Report: Indian e-Payments App Exposes Millions of Users in Massive Data Breach

Led by Noam Rotem and Ran Locar, vpnMentor’s research team discovered a massive amount of sensitive financial data leaking from a website connected to India’s mobile payment app BHIM that was exposed to the public.

The website was being used in a campaign to sign large numbers of users and business merchants to the app from communities across India. All related data from this campaign was being stored on a misconfigured Amazon Web Services S3 bucket and was publicly accessible.

The scale of the exposed data is extraordinary, affecting millions of people all over India and exposing them to potentially devastating fraud, theft, and attack from hackers and cybercriminals.

Data Breach Summary

App and Company Profile

BHIM stands for Bharat Interface for Money, an Indian mobile payment app launched in 2016 by the non-profit business consortium, the National Payments Corporation of India (NPCI).

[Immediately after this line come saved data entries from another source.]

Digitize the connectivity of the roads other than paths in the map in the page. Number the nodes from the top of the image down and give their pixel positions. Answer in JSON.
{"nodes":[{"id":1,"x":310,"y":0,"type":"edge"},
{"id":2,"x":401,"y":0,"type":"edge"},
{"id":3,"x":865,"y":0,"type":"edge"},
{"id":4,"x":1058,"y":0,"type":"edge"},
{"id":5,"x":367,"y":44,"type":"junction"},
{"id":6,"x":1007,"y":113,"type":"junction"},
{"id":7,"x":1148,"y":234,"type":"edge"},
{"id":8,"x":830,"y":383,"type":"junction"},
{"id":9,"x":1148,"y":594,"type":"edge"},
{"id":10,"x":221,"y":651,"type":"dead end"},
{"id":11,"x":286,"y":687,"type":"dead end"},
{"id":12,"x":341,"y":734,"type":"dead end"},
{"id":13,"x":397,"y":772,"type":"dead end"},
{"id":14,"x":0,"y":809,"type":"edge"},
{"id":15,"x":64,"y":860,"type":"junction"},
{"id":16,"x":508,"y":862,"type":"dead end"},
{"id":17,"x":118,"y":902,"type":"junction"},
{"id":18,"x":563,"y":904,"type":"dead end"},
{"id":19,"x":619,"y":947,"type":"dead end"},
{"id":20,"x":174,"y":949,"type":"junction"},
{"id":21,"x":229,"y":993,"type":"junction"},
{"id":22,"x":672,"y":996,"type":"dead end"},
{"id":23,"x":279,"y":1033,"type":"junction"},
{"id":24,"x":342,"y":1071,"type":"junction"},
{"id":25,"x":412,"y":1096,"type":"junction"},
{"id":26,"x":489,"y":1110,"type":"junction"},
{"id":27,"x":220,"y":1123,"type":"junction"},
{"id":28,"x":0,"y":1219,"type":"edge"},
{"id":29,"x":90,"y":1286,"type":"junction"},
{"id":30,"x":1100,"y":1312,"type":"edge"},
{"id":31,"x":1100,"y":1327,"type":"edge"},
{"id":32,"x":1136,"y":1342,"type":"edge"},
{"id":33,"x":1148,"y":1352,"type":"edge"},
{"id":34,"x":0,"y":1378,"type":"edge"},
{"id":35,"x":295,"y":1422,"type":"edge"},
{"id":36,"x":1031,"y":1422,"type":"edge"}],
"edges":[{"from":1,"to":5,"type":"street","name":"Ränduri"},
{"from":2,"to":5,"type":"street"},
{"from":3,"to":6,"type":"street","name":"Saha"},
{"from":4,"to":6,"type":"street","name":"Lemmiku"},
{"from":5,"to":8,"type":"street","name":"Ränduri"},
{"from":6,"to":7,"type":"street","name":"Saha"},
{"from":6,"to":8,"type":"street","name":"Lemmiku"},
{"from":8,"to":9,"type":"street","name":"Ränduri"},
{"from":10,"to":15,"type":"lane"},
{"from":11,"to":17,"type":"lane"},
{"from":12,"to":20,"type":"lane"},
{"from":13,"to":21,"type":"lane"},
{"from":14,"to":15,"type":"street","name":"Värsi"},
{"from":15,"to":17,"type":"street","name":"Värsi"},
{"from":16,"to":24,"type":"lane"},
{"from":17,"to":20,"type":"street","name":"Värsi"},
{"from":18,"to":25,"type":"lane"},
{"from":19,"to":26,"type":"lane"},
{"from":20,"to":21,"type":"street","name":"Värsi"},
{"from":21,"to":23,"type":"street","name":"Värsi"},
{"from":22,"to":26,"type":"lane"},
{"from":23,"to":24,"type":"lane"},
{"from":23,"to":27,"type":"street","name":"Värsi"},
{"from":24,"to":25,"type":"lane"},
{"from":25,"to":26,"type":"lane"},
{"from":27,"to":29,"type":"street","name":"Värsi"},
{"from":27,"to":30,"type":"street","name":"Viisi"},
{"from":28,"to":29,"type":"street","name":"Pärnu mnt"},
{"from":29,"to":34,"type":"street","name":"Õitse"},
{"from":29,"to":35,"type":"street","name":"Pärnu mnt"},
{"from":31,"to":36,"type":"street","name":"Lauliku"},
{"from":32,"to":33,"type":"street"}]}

Part of a more extensive drive towards cashless transactions in India, BHIM was developed to facilitate instant e-payments and money transfers between bank accounts from a user's phone.

The app is based on the Unified Payments Interface (UPI) technology, also developed by the NPCI to facilitate better inter-bank transfers in India. UPI assigns individual users a unique ID number that is then used to send and receive money on any associated financial app.

Transactions can occur between private individuals, businesses, and other commercial parties.

By 2017, there were approximately 12.5 million BHIM users across India, set to grow over the next few years. By 2020, the NPCI recorded over 136 million downloads of the BHIM App.

Based on our research, the BHIM website in question was developed by a company called CSC e-Governance Services LTD. in partnership with the Indian government.

Timeline of Discovery and Owner Reaction

Sometimes, the extent of a data exposed and the owner of the data are obvious, and the issue quickly resolved. But rare are these times. Most often, we need days of investigation before we understand what’s at stake or who’s leaking the data.

Understanding a breach and its potential impact takes time and careful attention. We work hard to publish accurate and trustworthy reports, ensuring everybody who reads them understands their seriousness.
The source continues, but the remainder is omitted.